Que disent les équations de mesXXI (voir "La théorie, les équations") dans le cas d'étoiles voisines du pôle ? Simplifions d'abord la formule donnant la vitesse de dérive est-ouest U en considérant que le sinus de la déclinaison, proche de +90 degrés pour les abords du pôle nord, est stationnaire et très proche de +1 (au pôle sud il vaudrait -1). Après un calcul plutôt facile on obtient pour les vitesses de dérive U et V ainsi simplifiées les expressions du cadre ci-dessus. Les grandeurs "D" (vous avez bien lu) et "dzêta" sont les composantes polaires du vecteur-vitesse de composantes cartésiennes U et V : D est la mesure de la vitesse de dérive et "dzêta", inscrit en rouge sur la figure en début de page, caractérise la direction vers laquelle s'effectue la dérive. Qu'enseignent ces formules ? D'abord qu'à l'approximation (légitime) effectuée, le module de la vitesse de dérive est constant, c'est-à-dire indépendant de l'étoile visée, et égal, dans le système d'unités adopté, à la distance angulaire D du pôle instrumental I au pôle nord N. Ensuite elles indiquent que l'orientation de la dérive "tourne" comme l'angle horaire H (l'angle polaire "dzêta" étant égal à -H à une constante additive près). En réalité, l'angle "dzêta" est rapporté au repère local (u, v) dans la direction de l'étoile observée (voir la figure du début de page) ; ce repère local (u, v) tournant aussi avec l'angle horaire H, vous l'avez deviné, il y a compensation exacte de la rotation du vecteur-vitesse de dérive dans le repère (u, v). Conclusion : dans un repère fixe lié au sol les vitesses de dérive des étoiles proches du pôle sont invariantes en amplitude aussi bien qu'en direction. C'est justement le présupposé de la méthode de King comme on l'a vu plus haut. Les formules obtenues indiquent aussi, propriété déjà signalée, que le vecteur de dérive est orthogonal à la ligne reliant le pôle instrumental I au pôle nord N : l'angle polaire "psi", en rouge sur la figure, diffère d'un angle droit de l'angle polaire "thêta" du pôle instrumental I. La mesure du vecteur-vitesse de dérive invariant permet de remonter aux défauts de mise en station "da" et "di" de l'instrument conformément aux formules ci-dessus ; un seul pointage sur une seule étoile suffit pour les obtenir. Cela n'est pas autre chose que la méthode I exploitée dans MESXXI (voir "La théorie, les équations") particularisée au cas des étoiles proches du pôle céleste. Ainsi, pour résumer :
On peut également considérer que la méthode I est la méthode de King généralisée à toutes les étoiles hormis le voisinage immédiat de l'équateur céleste. De même la méthode II est la méthode de Bigourdan généralisée à toutes les étoiles sans restriction.
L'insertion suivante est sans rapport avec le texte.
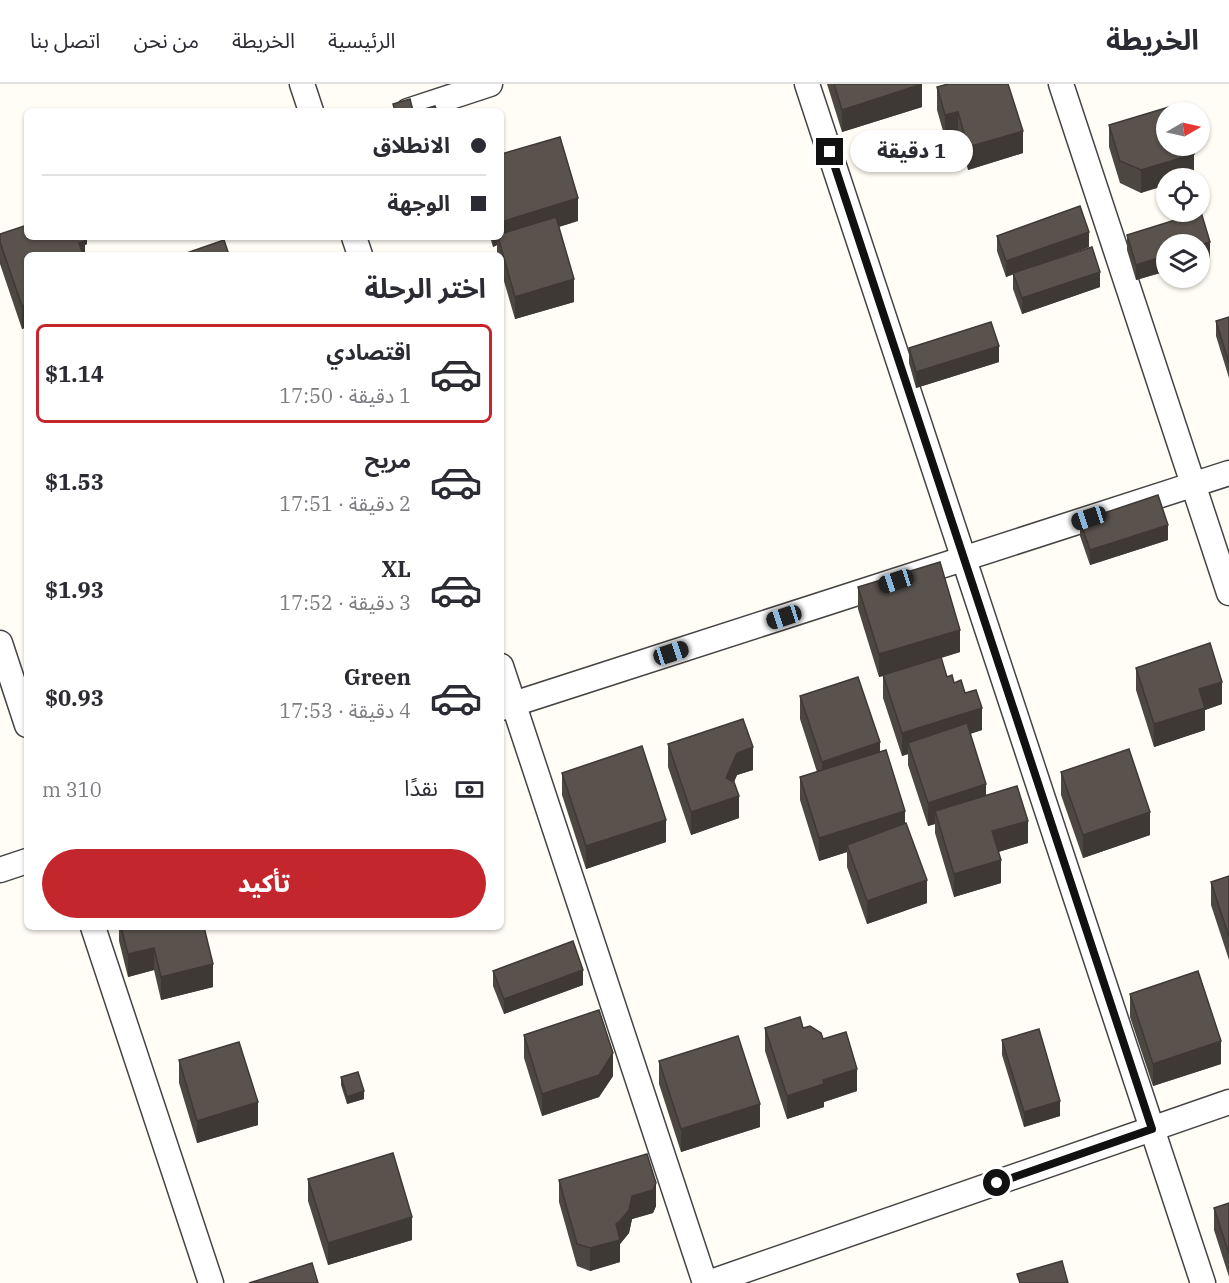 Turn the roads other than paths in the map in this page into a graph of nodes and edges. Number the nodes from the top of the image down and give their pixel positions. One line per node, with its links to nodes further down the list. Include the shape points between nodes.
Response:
1 (302, 84): 5 (street)
2 (490, 84): 6 (street)
3 (807, 84): 9 (street)
4 (1061, 84): 8 (street)
5 (310, 108)
6 (417, 108)
7 (1229, 473): 8 (street)
8 (1193, 485): 9 (street); 10 (street)
9 (964, 559): 13 (street); 19 (street)
10 (1229, 593)
11 (0, 643): 14 (street)
12 (504, 683): 13 (street)
13 (508, 706): 21 (street)
14 (24, 716)
15 (24, 862): 16 (street)
16 (0, 870)
17 (94, 930): 20 (street)
18 (1229, 1102): 19 (street)
19 (1152, 1129): 21 (street); 22 (street)
20 (211, 1283)
21 (707, 1283)
22 (1203, 1283) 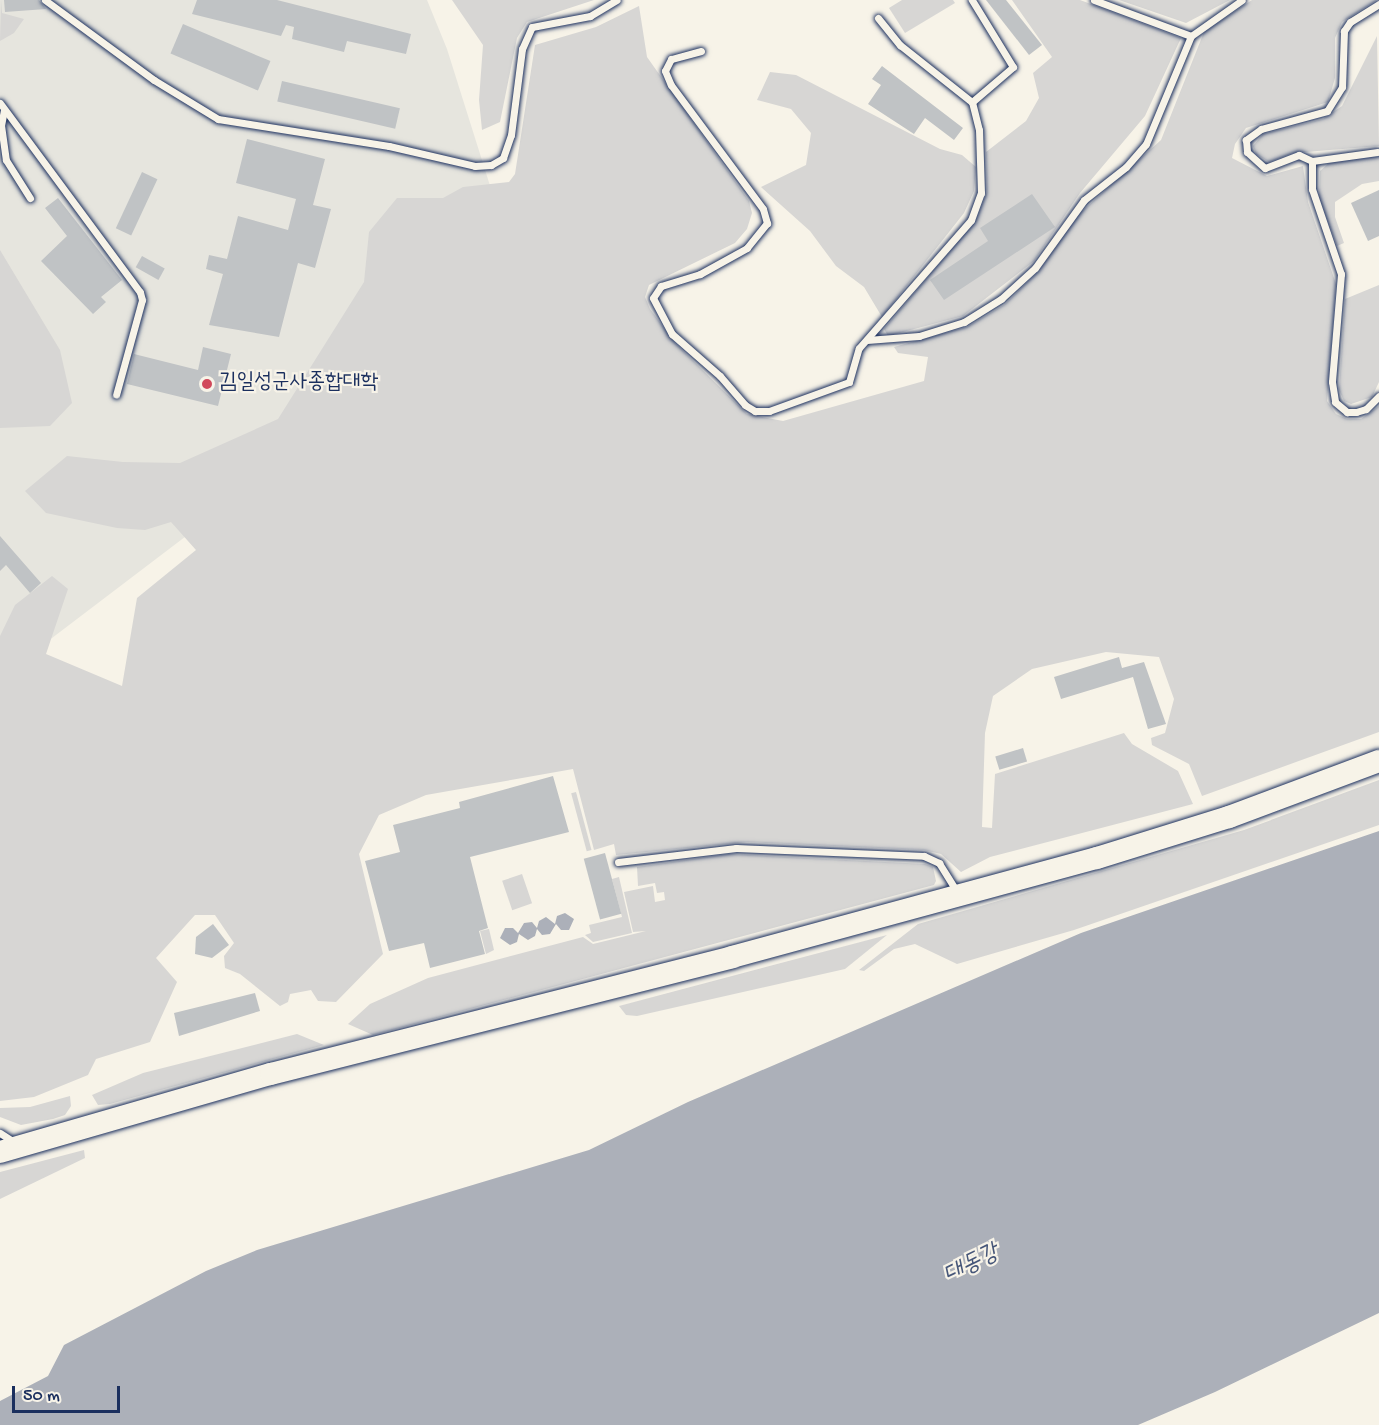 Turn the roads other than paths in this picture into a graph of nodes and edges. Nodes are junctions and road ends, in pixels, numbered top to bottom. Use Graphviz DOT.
graph roads {
  1 [pos="45,0"];
  2 [pos="617,0"];
  3 [pos="972,0"];
  4 [pos="1094,0"];
  5 [pos="1242,0"];
  6 [pos="1379,4"];
  7 [pos="878,18"];
  8 [pos="1191,36"];
  9 [pos="701,51"];
  10 [pos="972,102"];
  11 [pos="0,103"];
  12 [pos="4,110"];
  13 [pos="1377,152"];
  14 [pos="1312,161"];
  15 [pos="30,198"];
  16 [pos="867,340"];
  17 [pos="116,395"];
  18 [pos="1379,396"];
  19 [pos="1379,760"];
  20 [pos="618,862"];
  21 [pos="959,896"];
  22 [pos="0,1132"];
  23 [pos="10,1149"];
  1 -- 2 [label="lane"];
  3 -- 10 [label="lane"];
  4 -- 8 [label="lane"];
  5 -- 8 [label="lane"];
  6 -- 14 [label="lane"];
  7 -- 10 [label="lane"];
  8 -- 16 [label="lane"];
  9 -- 16 [label="lane"];
  10 -- 16 [label="lane"];
  11 -- 12 [label="lane"];
  12 -- 15 [label="lane"];
  12 -- 17 [label="lane"];
  13 -- 14 [label="lane"];
  14 -- 18 [label="lane"];
  19 -- 21 [label="highway"];
  20 -- 21 [label="lane"];
  21 -- 23 [label="highway"];
  22 -- 23 [label="lane"];
} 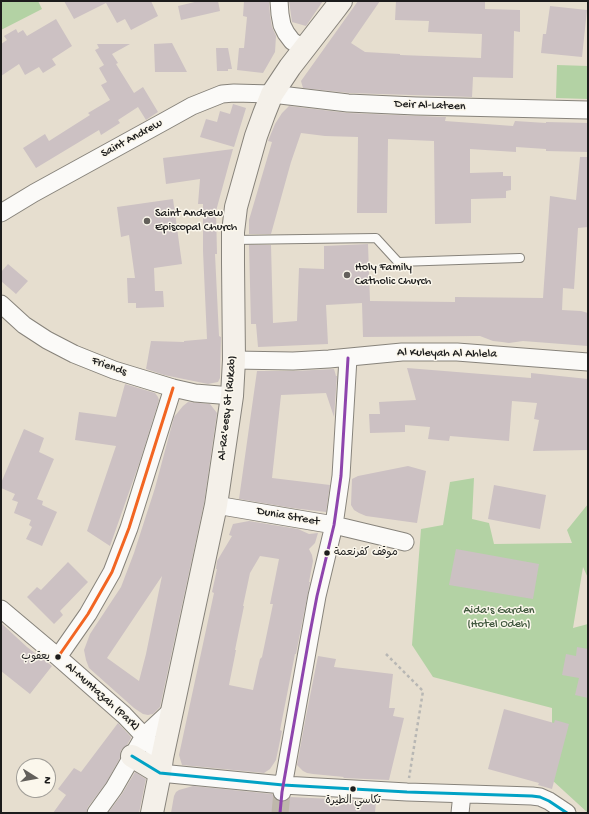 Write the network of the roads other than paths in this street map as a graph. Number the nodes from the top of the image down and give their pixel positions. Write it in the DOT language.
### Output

La méthode de King s'identifiant avec la méthode I, elle a les avantages (rapidité, un seul pointage suffit) mais aussi les inconvénients de cette méthode : sensibilité aux erreurs de suivi, périodiques ou autres, de la monture. La méthode II, à cet égard, appliquée à des instruments d'amateur, me paraît beaucoup plus saine : les dérives sud-nord ne sont en effet perturbées ni par les irrégularités du suivi ni même par un biais dans la vitesse d'entraînement (utilisation de la vitesse "lunaire" ou "solaire" par exemple au lieu de la vitesse sidérale).